Content starts

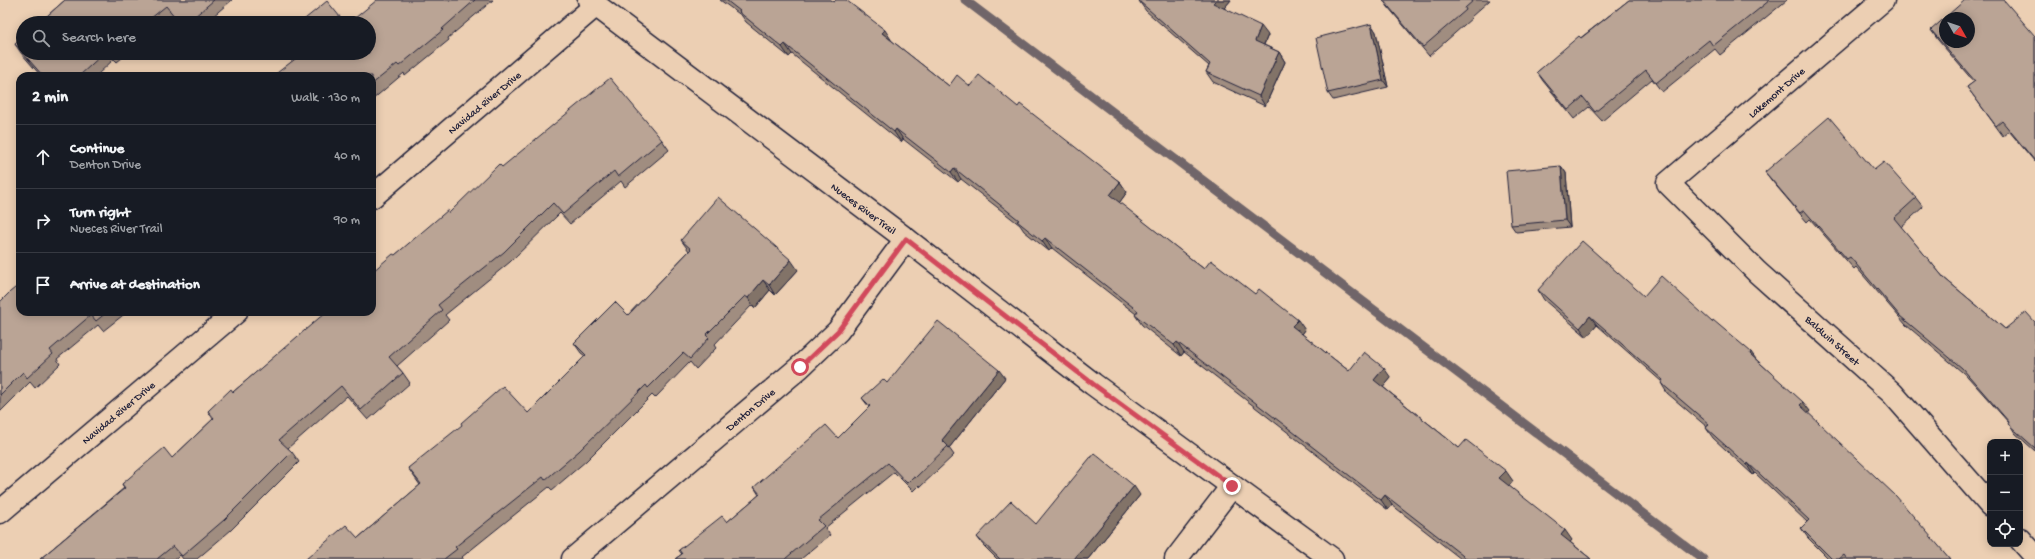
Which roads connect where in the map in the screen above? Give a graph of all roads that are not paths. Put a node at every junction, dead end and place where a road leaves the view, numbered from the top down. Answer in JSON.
{"nodes":[{"id":1,"x":1883,"y":0,"type":"edge"},
{"id":2,"x":592,"y":3,"type":"edge"},
{"id":3,"x":1668,"y":183,"type":"joint"},
{"id":4,"x":376,"y":193,"type":"edge"},
{"id":5,"x":906,"y":239,"type":"junction"},
{"id":6,"x":231,"y":316,"type":"edge"},
{"id":7,"x":1232,"y":486,"type":"junction"},
{"id":8,"x":1987,"y":502,"type":"edge"},
{"id":9,"x":0,"y":512,"type":"edge"},
{"id":10,"x":2023,"y":542,"type":"edge"},
{"id":11,"x":2035,"y":556,"type":"edge"},
{"id":12,"x":573,"y":559,"type":"edge"},
{"id":13,"x":1176,"y":559,"type":"edge"},
{"id":14,"x":1332,"y":559,"type":"edge"}],
"edges":[{"from":1,"to":3,"type":"street","name":"Lakemont Drive"},
{"from":2,"to":4,"type":"street","name":"Navidad River Drive"},
{"from":2,"to":5,"type":"street","name":"Nueces River Trail"},
{"from":3,"to":8,"type":"street","name":"Baldwin Street"},
{"from":5,"to":7,"type":"street","name":"Nueces River Trail"},
{"from":5,"to":12,"type":"street","name":"Denton Drive"},
{"from":6,"to":9,"type":"street","name":"Navidad River Drive"},
{"from":7,"to":13,"type":"street"},
{"from":7,"to":14,"type":"street","name":"Nueces River Trail"},
{"from":10,"to":11,"type":"street"}]}
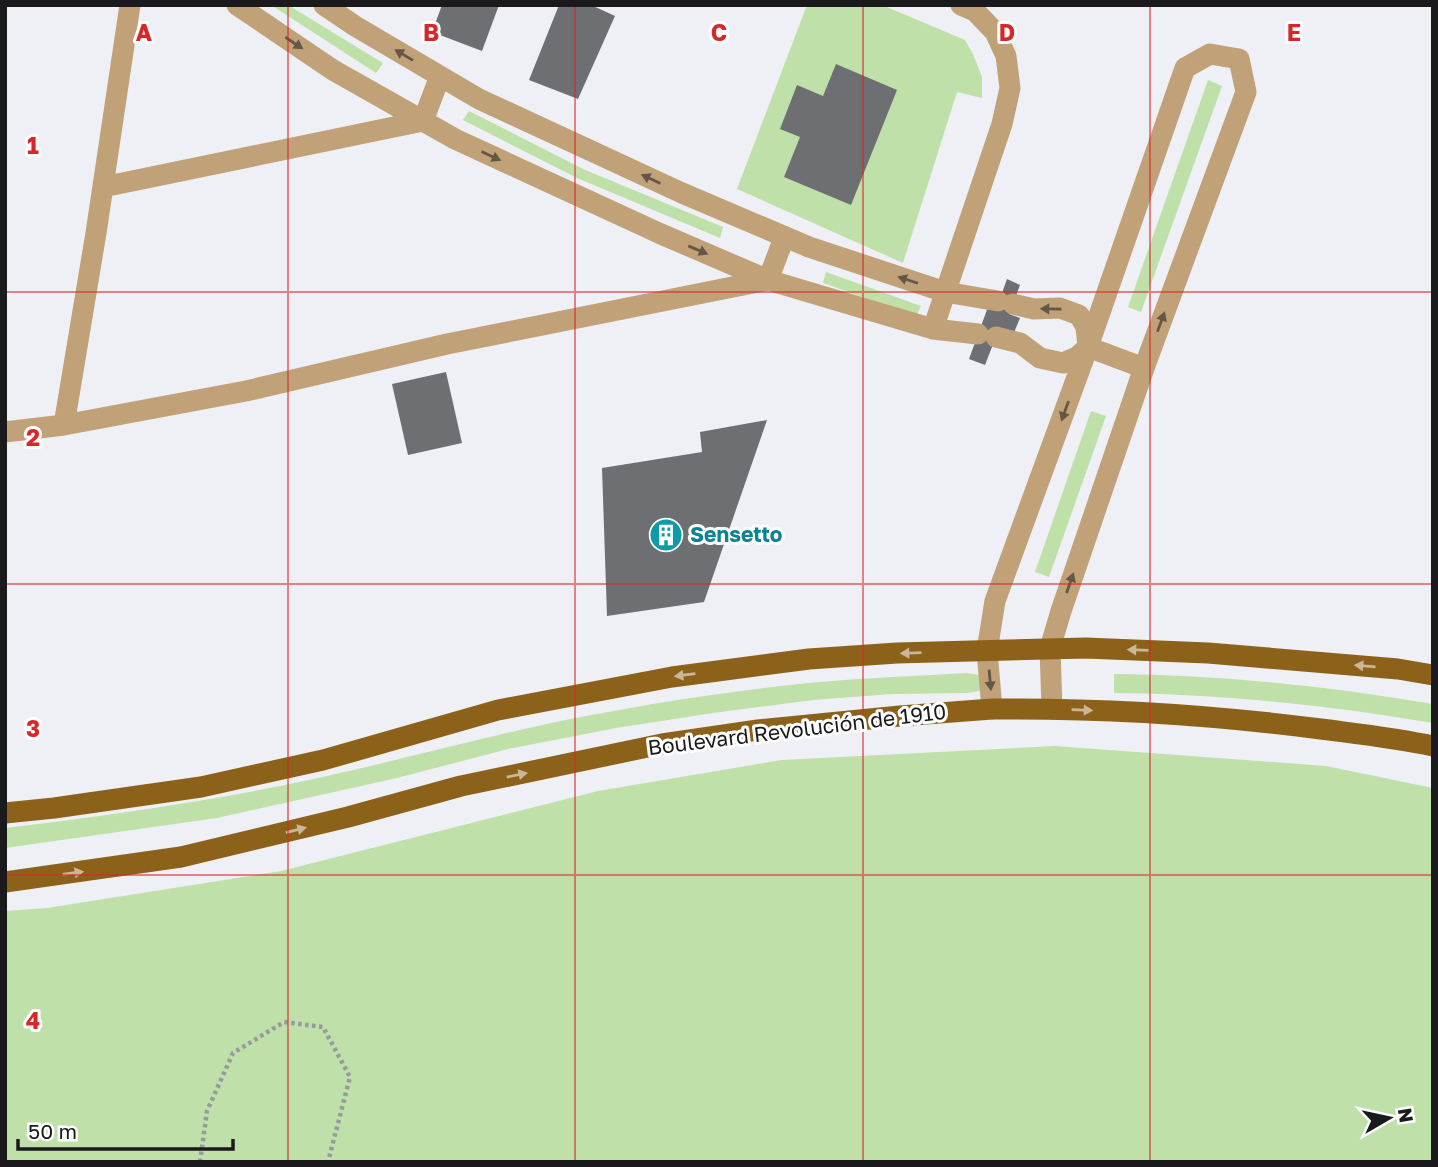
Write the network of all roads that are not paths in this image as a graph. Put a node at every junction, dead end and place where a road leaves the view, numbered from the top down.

Content ends

Exercise brief
Print the material above exactly as it appears, but not its pictures.

Answer
Which roads connect where in the map in the screen above? Give a graph of all roads that are not paths. Put a node at every junction, dead end and place where a road leaves the view, numbered from the top down. Answer in JSON.
{"nodes":[{"id":1,"x":1883,"y":0,"type":"edge"},
{"id":2,"x":592,"y":3,"type":"edge"},
{"id":3,"x":1668,"y":183,"type":"joint"},
{"id":4,"x":376,"y":193,"type":"edge"},
{"id":5,"x":906,"y":239,"type":"junction"},
{"id":6,"x":231,"y":316,"type":"edge"},
{"id":7,"x":1232,"y":486,"type":"junction"},
{"id":8,"x":1987,"y":502,"type":"edge"},
{"id":9,"x":0,"y":512,"type":"edge"},
{"id":10,"x":2023,"y":542,"type":"edge"},
{"id":11,"x":2035,"y":556,"type":"edge"},
{"id":12,"x":573,"y":559,"type":"edge"},
{"id":13,"x":1176,"y":559,"type":"edge"},
{"id":14,"x":1332,"y":559,"type":"edge"}],
"edges":[{"from":1,"to":3,"type":"street","name":"Lakemont Drive"},
{"from":2,"to":4,"type":"street","name":"Navidad River Drive"},
{"from":2,"to":5,"type":"street","name":"Nueces River Trail"},
{"from":3,"to":8,"type":"street","name":"Baldwin Street"},
{"from":5,"to":7,"type":"street","name":"Nueces River Trail"},
{"from":5,"to":12,"type":"street","name":"Denton Drive"},
{"from":6,"to":9,"type":"street","name":"Navidad River Drive"},
{"from":7,"to":13,"type":"street"},
{"from":7,"to":14,"type":"street","name":"Nueces River Trail"},
{"from":10,"to":11,"type":"street"}]}
Write the network of all roads that are not paths in this image as a graph. Put a node at every junction, dead end and place where a road leaves the view, numbered from the top down.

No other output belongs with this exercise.